Sebagai respon
terhadap tujuan yang terlalu luas (dan sering seperti impian) dalam
perencanaan komprehensif, maka para perencana, di dekade-dekade akhir
Abad ke 20, meminjam pendekatan perencanaan strategis yang biasa dipakai
dalam dunia usaha dan militer. Pendekatan strategis memfokuskan secara
efisien pada tujuan yang spesifik, dengan meniru cara perusahaan swasta
yang diterapkan pada gaya perencanaan publik, tanpa menswastakan kepemilikan
publik.
Di tahun 1987,
Jerome Kaufman dan Harvey Jacobs dalam Djunaedi (2000:4) mengkaji perencanaan
strategis ini dengan bertanya apakah tipe perencanaan ini dapat dipakai
untuk seluruh masyarakat dan bukan hanya untuk pengguna tradisionalnya
yaitu sebuah perusahaan publik atau kantor dinas. Mereka juga mewawancarai
perencana praktisi untuk mengetahui seberapa jauh sebenarnya para praktisi
tersebut menggunakan pendekatan perencanaan strategis tersebut.
Hal yang paling
penting, ada anggapan bahwa perencanaan strategis secara fundamental
berbeda dengan praktek perencanaan yang ada (komprehensif).
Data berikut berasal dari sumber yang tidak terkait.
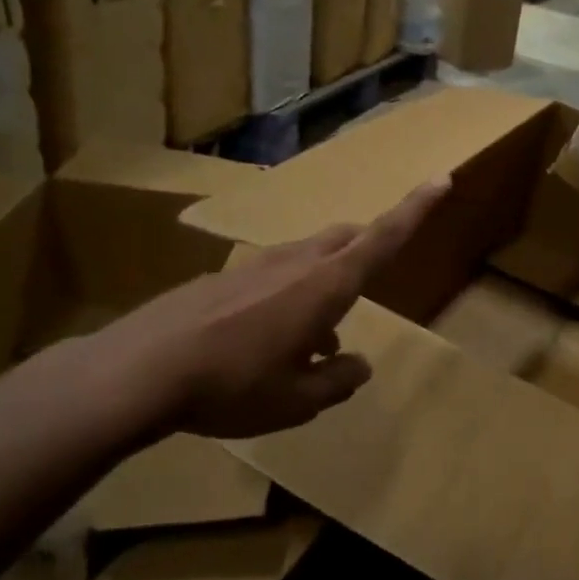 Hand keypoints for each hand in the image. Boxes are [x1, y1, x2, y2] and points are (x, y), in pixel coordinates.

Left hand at [82, 178, 451, 440]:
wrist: (138, 370)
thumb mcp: (297, 401)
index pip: (382, 239)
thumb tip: (358, 365)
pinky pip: (272, 276)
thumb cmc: (232, 386)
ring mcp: (253, 265)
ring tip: (311, 344)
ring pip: (307, 259)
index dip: (416, 209)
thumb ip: (337, 381)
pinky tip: (262, 344)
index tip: (440, 178)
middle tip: (367, 288)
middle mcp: (294, 264)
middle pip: (345, 240)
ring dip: (323, 288)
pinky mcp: (221, 278)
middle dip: (365, 252)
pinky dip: (286, 299)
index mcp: (325, 286) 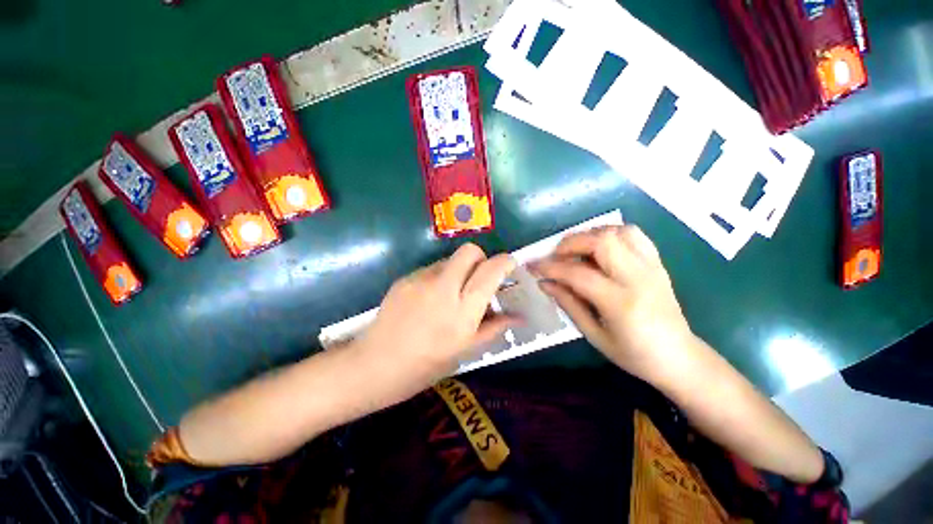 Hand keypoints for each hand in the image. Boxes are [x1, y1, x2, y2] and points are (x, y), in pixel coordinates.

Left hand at [358, 243, 516, 381]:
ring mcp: (421, 280)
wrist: (375, 365)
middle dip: (481, 259)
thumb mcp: (465, 351)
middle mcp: (443, 288)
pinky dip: (439, 277)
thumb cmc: (426, 366)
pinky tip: (429, 299)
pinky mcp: (405, 278)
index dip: (504, 262)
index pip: (490, 272)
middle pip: (470, 251)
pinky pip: (431, 269)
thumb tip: (519, 317)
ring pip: (450, 260)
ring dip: (458, 270)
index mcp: (462, 311)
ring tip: (450, 294)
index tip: (509, 265)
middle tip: (479, 278)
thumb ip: (494, 328)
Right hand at [532, 225, 694, 383]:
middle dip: (570, 243)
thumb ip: (568, 304)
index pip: (578, 274)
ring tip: (576, 250)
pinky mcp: (657, 262)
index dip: (550, 267)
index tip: (532, 266)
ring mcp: (652, 266)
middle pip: (601, 241)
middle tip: (555, 256)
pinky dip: (610, 233)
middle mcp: (638, 277)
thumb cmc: (634, 354)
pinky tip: (599, 247)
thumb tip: (544, 283)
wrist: (679, 357)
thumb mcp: (594, 335)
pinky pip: (633, 234)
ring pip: (618, 231)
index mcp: (621, 303)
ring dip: (590, 235) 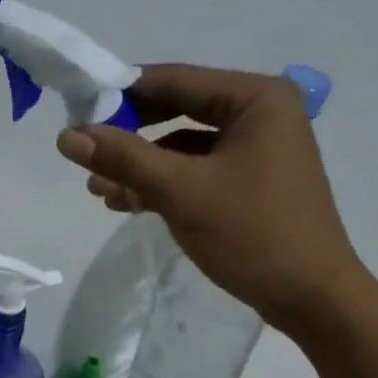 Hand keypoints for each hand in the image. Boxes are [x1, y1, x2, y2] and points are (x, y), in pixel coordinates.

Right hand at [55, 64, 366, 335]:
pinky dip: (165, 184)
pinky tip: (130, 202)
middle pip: (178, 110)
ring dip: (142, 166)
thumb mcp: (181, 192)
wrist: (311, 297)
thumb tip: (66, 136)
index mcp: (256, 97)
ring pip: (185, 146)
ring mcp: (259, 149)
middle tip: (87, 156)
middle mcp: (261, 113)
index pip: (174, 80)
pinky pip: (198, 171)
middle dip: (130, 136)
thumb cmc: (252, 234)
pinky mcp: (252, 182)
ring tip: (100, 190)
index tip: (76, 113)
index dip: (121, 95)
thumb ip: (123, 158)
Dapat disimpulkan
bahwa banyak unsur dasar perencanaan strategis (seperti: berorientasi
tindakan, kajian lingkungan, partisipasi, kajian kekuatan dan kelemahan
masyarakat) sebenarnya telah ada sejak lama dalam tradisi perencanaan.
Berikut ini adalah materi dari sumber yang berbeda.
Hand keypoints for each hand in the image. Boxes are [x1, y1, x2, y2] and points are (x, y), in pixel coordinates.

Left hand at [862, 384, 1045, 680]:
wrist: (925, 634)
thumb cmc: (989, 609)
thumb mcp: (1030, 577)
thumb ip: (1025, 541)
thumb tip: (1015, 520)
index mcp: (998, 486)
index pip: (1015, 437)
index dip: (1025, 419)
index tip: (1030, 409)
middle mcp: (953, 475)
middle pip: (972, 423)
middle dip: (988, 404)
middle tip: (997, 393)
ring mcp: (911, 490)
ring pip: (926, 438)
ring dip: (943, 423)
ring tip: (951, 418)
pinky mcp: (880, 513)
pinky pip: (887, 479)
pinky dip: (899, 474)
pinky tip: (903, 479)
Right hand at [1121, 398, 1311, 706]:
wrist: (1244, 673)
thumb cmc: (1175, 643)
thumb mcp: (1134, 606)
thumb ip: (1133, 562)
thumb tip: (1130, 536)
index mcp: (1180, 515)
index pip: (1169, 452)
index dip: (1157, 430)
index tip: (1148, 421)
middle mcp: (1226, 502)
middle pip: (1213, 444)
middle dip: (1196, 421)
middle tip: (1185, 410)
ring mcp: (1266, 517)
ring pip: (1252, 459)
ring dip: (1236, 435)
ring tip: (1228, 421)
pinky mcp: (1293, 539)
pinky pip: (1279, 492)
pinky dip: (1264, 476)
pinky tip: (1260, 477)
Membandingkan perencanaan strategis dengan perencanaan komprehensif,
menurut para tokoh di atas bagaikan “barang yang sama tapi dikemas
dengan bungkus yang lebih baru”.
Perencanaan
strategis tidak mengenal standar baku dan prosesnya mempunyai variasi
yang tidak terbatas. Tiap penerapan perlu merancang variasinya sendiri
sesuai dengan kebutuhan, situasi dan kondisi setempat. Meskipun demikian,
secara umum proses perencanaan strategis memuat unsur-unsur: (1) perumusan
visi dan misi, (2) pengkajian lingkungan eksternal, (3) pengkajian lingkungan
internal, (4) perumusan isu-isu strategis, dan (5) penyusunan strategi
pengembangan (yang dapat ditambah dengan tujuan dan sasaran). Proses
perencanaan strategis tidak bersifat sekuensial penuh, tapi dapat dimulai
dari salah satu dari langkah ke (1), (2), atau (3).
Ketiga langkah
tersebut saling mengisi. Setelah ketiga langkah pertama ini selesai,
barulah dilakukan langkah ke (4), yang disusul dengan langkah ke (5).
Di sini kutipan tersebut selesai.